Whenever a line of the material contains the string "dead", it should be copied.

## RECORDS FOR THE TASK:
>>
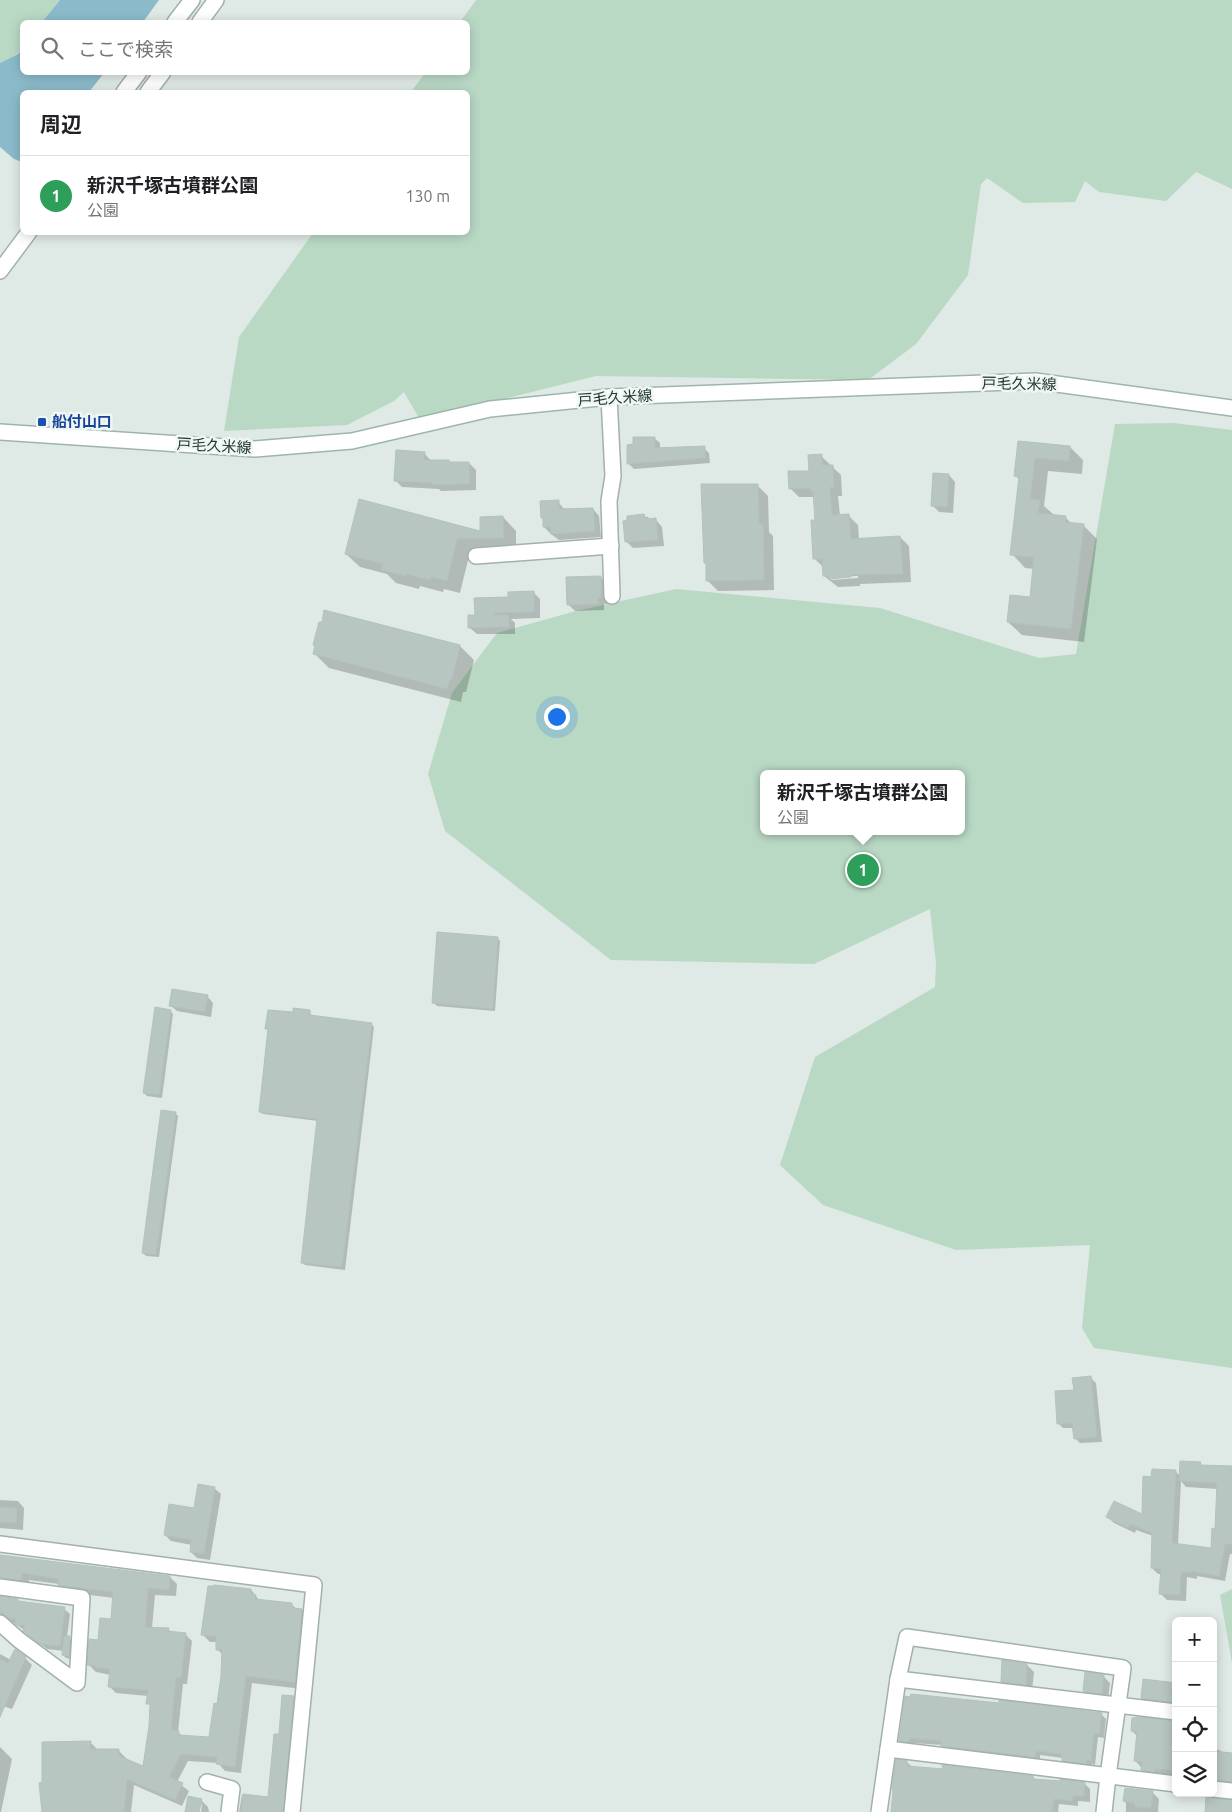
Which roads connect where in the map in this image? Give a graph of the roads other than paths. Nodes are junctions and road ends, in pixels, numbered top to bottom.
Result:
1 (192, 0) edge
2 (216, 0) edge
3 (177, 20) edge
4 (201, 20) edge
5 (137, 75) edge
6 (161, 75) edge
7 (126, 90) edge
8 (150, 90) edge
9 (27, 235) edge
10 (0, 271) edge
11 (609, 397) junction
12 (1232, 408) edge
13 (0, 432) edge
14 (611, 546) junction
15 (476, 556) dead end
16 (612, 596) dead end
17 (0, 1544) edge
18 (0, 1587) edge
19 (0, 1622) edge
20 (898, 1679) junction
21 (1118, 1706) junction
22 (1172, 1712) edge
23 (888, 1750) junction
24 (1108, 1776) junction
25 (207, 1782) dead end
26 (1172, 1784) edge
27 (1217, 1789) edge
28 (1232, 1791) edge
29 (230, 1812) edge
30 (292, 1812) edge
31 (879, 1812) edge
32 (1104, 1812) edge

1 - 3 street
2 - 4 street
5 - 7 street
6 - 8 street
9 - 10 street
11 - 12 street, 戸毛久米線
11 - 13 street, 戸毛久米線
11 - 14 street
14 - 15 street
14 - 16 street
17 - 30 street
18 - 19 street
20 - 21 street
20 - 21 street
20 - 23 street
21 - 22 street
21 - 24 street
23 - 24 street
23 - 31 street
24 - 26 street
24 - 32 street
25 - 29 street
27 - 28 street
<<
## RESPONSE AREA:
15 (476, 556) dead end
16 (612, 596) dead end
25 (207, 1782) dead end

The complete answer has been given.